* HOW TO COMPLETE THIS TASK:
Could you restate all of the records below exactly, with the pictures left out?

* INFORMATION SUPPLIED:
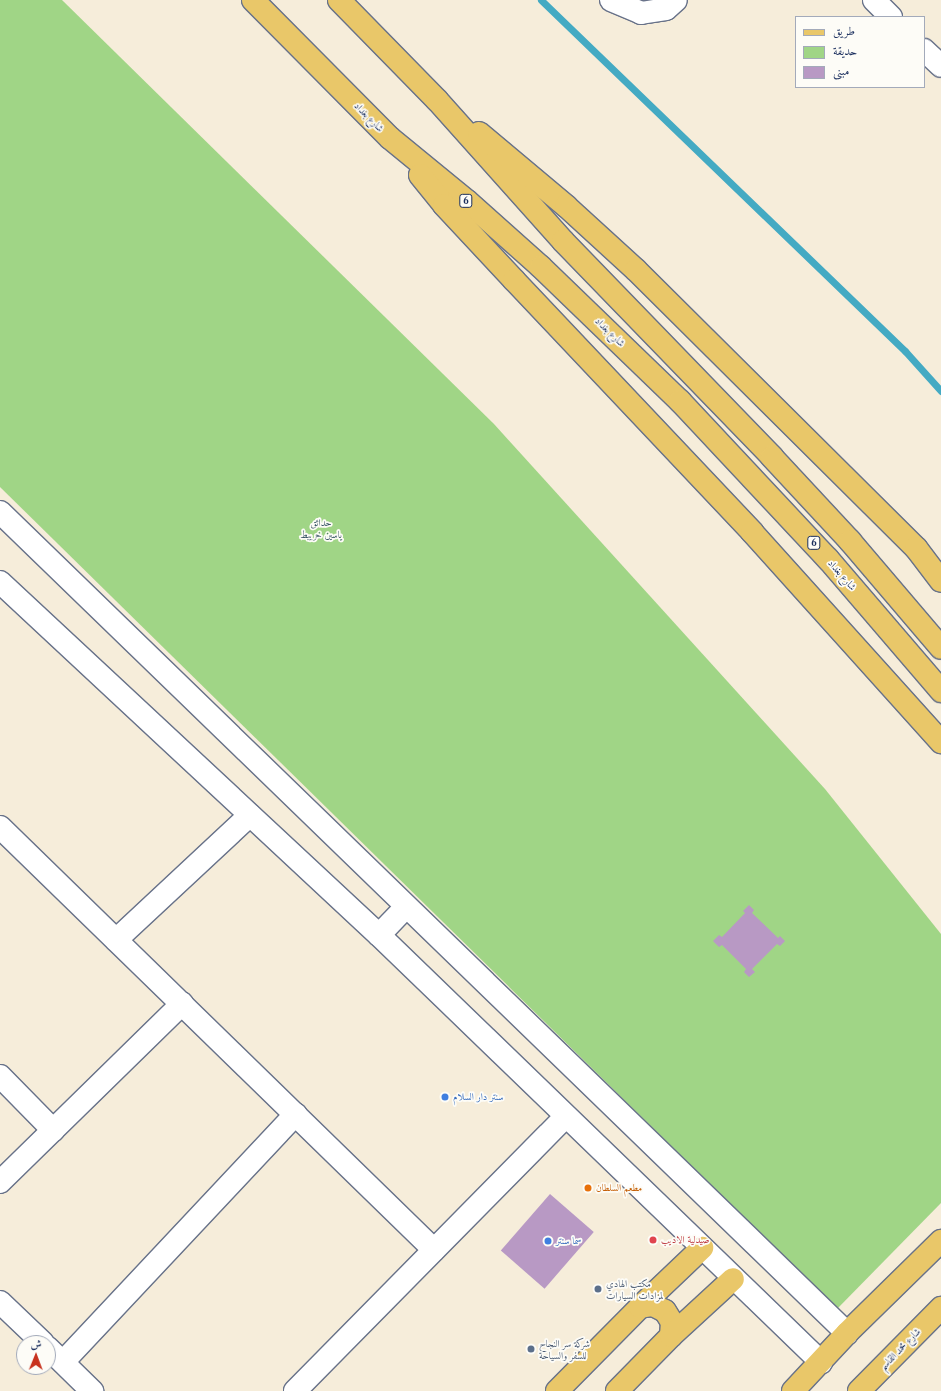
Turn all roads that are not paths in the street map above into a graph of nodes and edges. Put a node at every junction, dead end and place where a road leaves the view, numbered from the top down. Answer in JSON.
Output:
{"nodes":[{"id":1,"x":253,"y":0,"type":"edge"},
{"id":2,"x":339,"y":0,"type":"edge"},
{"id":3,"x":610,"y":0,"type":"edge"},
{"id":4,"x":676,"y":0,"type":"edge"},
{"id":5,"x":874,"y":0,"type":"edge"},
{"id":6,"x":890,"y":16,"type":"edge"},
{"id":7,"x":925,"y":51,"type":"edge"},
{"id":8,"x":941,"y":66,"type":"edge"},
{"id":9,"x":438,"y":100,"type":"junction"},
{"id":10,"x":390,"y":138,"type":"junction"},
{"id":11,"x":0,"y":512,"type":"edge"},
{"id":12,"x":941,"y":581,"type":"edge"},
{"id":13,"x":0,"y":582,"type":"edge"},
{"id":14,"x":941,"y":648,"type":"edge"},
{"id":15,"x":941,"y":692,"type":"edge"},
{"id":16,"x":941,"y":742,"type":"edge"},
{"id":17,"x":250,"y":815,"type":"junction"},
{"id":18,"x":0,"y":827,"type":"edge"},
{"id":19,"x":406,"y":907,"type":"junction"},
{"id":20,"x":380,"y":935,"type":"junction"},
{"id":21,"x":116,"y":940,"type":"junction"},
{"id":22,"x":182,"y":1004,"type":"junction"},
{"id":23,"x":0,"y":1076,"type":"edge"},
{"id":24,"x":296,"y":1114,"type":"junction"},
{"id":25,"x":566,"y":1116,"type":"junction"},
{"id":26,"x":53,"y":1130,"type":"junction"},
{"id":27,"x":0,"y":1182,"type":"edge"},
{"id":28,"x":941,"y":1241,"type":"edge"},
{"id":29,"x":702,"y":1248,"type":"junction"},
{"id":30,"x":434,"y":1250,"type":"junction"},
{"id":31,"x":733,"y":1279,"type":"junction"},
{"id":32,"x":0,"y":1302,"type":"edge"},
{"id":33,"x":640,"y":1307,"type":"junction"},
{"id":34,"x":941,"y":1308,"type":"edge"},
{"id":35,"x":847,"y":1334,"type":"junction"},
{"id":36,"x":35,"y":1335,"type":"edge"},
{"id":37,"x":670,"y":1336,"type":"junction"},
{"id":38,"x":56,"y":1354,"type":"edge"},
{"id":39,"x":56,"y":1356,"type":"edge"},
{"id":40,"x":821,"y":1362,"type":"junction"},
{"id":41,"x":303,"y":1388,"type":"edge"},
{"id":42,"x":92,"y":1391,"type":"edge"},
{"id":43,"x":557,"y":1391,"type":"edge"},
{"id":44,"x":617,"y":1391,"type":"edge"},
{"id":45,"x":793,"y":1391,"type":"edge"},
{"id":46,"x":859,"y":1391,"type":"edge"}],
"edges":[{"from":1,"to":10,"type":"main road","name":"شارع بغداد","number":"6"},
{"from":2,"to":9,"type":"main road"},
{"from":3,"to":4,"type":"street"},
{"from":5,"to":6,"type":"street"},
{"from":7,"to":8,"type":"street"},
{"from":9,"to":12,"type":"main road"},
{"from":9,"to":14,"type":"main road"},
{"from":10,"to":15,"type":"main road","name":"شارع بغداد","number":"6"},
{"from":10,"to":16,"type":"main road"},
{"from":11,"to":19,"type":"street"},
{"from":13,"to":17,"type":"street"},
{"from":17,"to":20,"type":"street"},
{"from":17,"to":21,"type":"street"},
{"from":18,"to":21,"type":"street"},
{"from":19,"to":20,"type":"street"},
{"from":19,"to":35,"type":"street"},
{"from":20,"to":25,"type":"street"},
{"from":21,"to":22,"type":"street"},
{"from":22,"to":24,"type":"street"},
{"from":22,"to":26,"type":"street"},
{"from":23,"to":26,"type":"street"},
{"from":24,"to":30,"type":"street"},
{"from":24,"to":38,"type":"street"},
{"from":25,"to":29,"type":"street"},
{"from":25,"to":30,"type":"street"},
{"from":26,"to":27,"type":"street"},
{"from":28,"to":35,"type":"main road"},
{"from":29,"to":31,"type":"street"},
{"from":29,"to":33,"type":"main road"},
{"from":30,"to":41,"type":"street"},
{"from":31,"to":37,"type":"main road"},
{"from":31,"to":40,"type":"street"},
{"from":32,"to":36,"type":"street"},
{"from":33,"to":37,"type":"main road"},
{"from":33,"to":43,"type":"main road"},
{"from":34,"to":46,"type":"main road","name":"شارع محمد القاسم"},
{"from":35,"to":40,"type":"main road"},
{"from":37,"to":44,"type":"main road"},
{"from":39,"to":42,"type":"street"},
{"from":40,"to":45,"type":"main road"}]}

* ANSWER SECTION:
Turn all roads that are not paths in the street map above into a graph of nodes and edges. Put a node at every junction, dead end and place where a road leaves the view, numbered from the top down. Answer in JSON.
Output:
{"nodes":[{"id":1,"x":253,"y":0,"type":"edge"},
{"id":2,"x":339,"y":0,"type":"edge"},
{"id":3,"x":610,"y":0,"type":"edge"},
{"id":4,"x":676,"y":0,"type":"edge"},
{"id":5,"x":874,"y":0,"type":"edge"},
{"id":6,"x":890,"y":16,"type":"edge"},
{"id":7,"x":925,"y":51,"type":"edge"},
{"id":8,"x":941,"y":66,"type":"edge"},
{"id":9,"x":438,"y":100,"type":"junction"},
{"id":10,"x":390,"y":138,"type":"junction"},
{"id":11,"x":0,"y":512,"type":"edge"},
{"id":12,"x":941,"y":581,"type":"edge"},
{"id":13,"x":0,"y":582,"type":"edge"},
{"id":14,"x":941,"y":648,"type":"edge"},
{"id":15,"x":941,"y":692,"type":"edge"},
{"id":16,"x":941,"y":742,"type":"edge"},
{"id":17,"x":250,"y":815,"type":"junction"},
{"id":18,"x":0,"y":827,"type":"edge"},
{"id":19,"x":406,"y":907,"type":"junction"},
{"id":20,"x":380,"y":935,"type":"junction"},
{"id":21,"x":116,"y":940,"type":"junction"},
{"id":22,"x":182,"y":1004,"type":"junction"},
{"id":23,"x":0,"y":1076,"type":"edge"},
{"id":24,"x":296,"y":1114,"type":"junction"},
{"id":25,"x":566,"y":1116,"type":"junction"},
{"id":26,"x":53,"y":1130,"type":"junction"},
{"id":27,"x":0,"y":1182,"type":"edge"},
{"id":28,"x":941,"y":1241,"type":"edge"},
{"id":29,"x":702,"y":1248,"type":"junction"},
{"id":30,"x":434,"y":1250,"type":"junction"},
{"id":31,"x":733,"y":1279,"type":"junction"},
{"id":32,"x":0,"y":1302,"type":"edge"},
{"id":33,"x":640,"y":1307,"type":"junction"},
{"id":34,"x":941,"y":1308,"type":"edge"},
{"id":35,"x":847,"y":1334,"type":"junction"},
{"id":36,"x":35,"y":1335,"type":"edge"},
{"id":37,"x":670,"y":1336,"type":"junction"},
{"id":38,"x":56,"y":1354,"type":"edge"},
{"id":39,"x":56,"y":1356,"type":"edge"},
{"id":40,"x":821,"y":1362,"type":"junction"},
{"id":41,"x":303,"y":1388,"type":"edge"},
{"id":42,"x":92,"y":1391,"type":"edge"},
{"id":43,"x":557,"y":1391,"type":"edge"},
{"id":44,"x":617,"y":1391,"type":"edge"},
{"id":45,"x":793,"y":1391,"type":"edge"},
{"id":46,"x":859,"y":1391,"type":"edge"}],
"edges":[{"from":1,"to":10,"type":"main road","name":"شارع بغداد","number":"6"},
{"from":2,"to":9,"type":"main road"},
{"from":3,"to":4,"type":"street"},
{"from":5,"to":6,"type":"street"},
{"from":7,"to":8,"type":"street"},
{"from":9,"to":12,"type":"main road"},
{"from":9,"to":14,"type":"main road"},
{"from":10,"to":15,"type":"main road","name":"شارع بغداد","number":"6"},
{"from":10,"to":16,"type":"main road"},
{"from":11,"to":19,"type":"street"},
{"from":13,"to":17,"type":"street"},
{"from":17,"to":20,"type":"street"},
{"from":17,"to":21,"type":"street"},
{"from":18,"to":21,"type":"street"},
{"from":19,"to":20,"type":"street"},
{"from":19,"to":35,"type":"street"},
{"from":20,"to":25,"type":"street"},
{"from":21,"to":22,"type":"street"},
{"from":22,"to":24,"type":"street"},
{"from":22,"to":26,"type":"street"},
{"from":23,"to":26,"type":"street"},
{"from":24,"to":30,"type":"street"},
{"from":24,"to":38,"type":"street"},
{"from":25,"to":29,"type":"street"},
{"from":25,"to":30,"type":"street"},
{"from":26,"to":27,"type":"street"},
{"from":28,"to":35,"type":"main road"},
{"from":29,"to":31,"type":"street"},
{"from":29,"to":33,"type":"main road"},
{"from":30,"to":41,"type":"street"},
{"from":31,"to":37,"type":"main road"},
{"from":31,"to":40,"type":"street"},
{"from":32,"to":36,"type":"street"},
{"from":33,"to":37,"type":"main road"},
{"from":33,"to":43,"type":"main road"},
{"from":34,"to":46,"type":"main road","name":"شارع محمد القاسم"},
{"from":35,"to":40,"type":"main road"},
{"from":37,"to":44,"type":"main road"},
{"from":39,"to":42,"type":"street"},
{"from":40,"to":45,"type":"main road"}]}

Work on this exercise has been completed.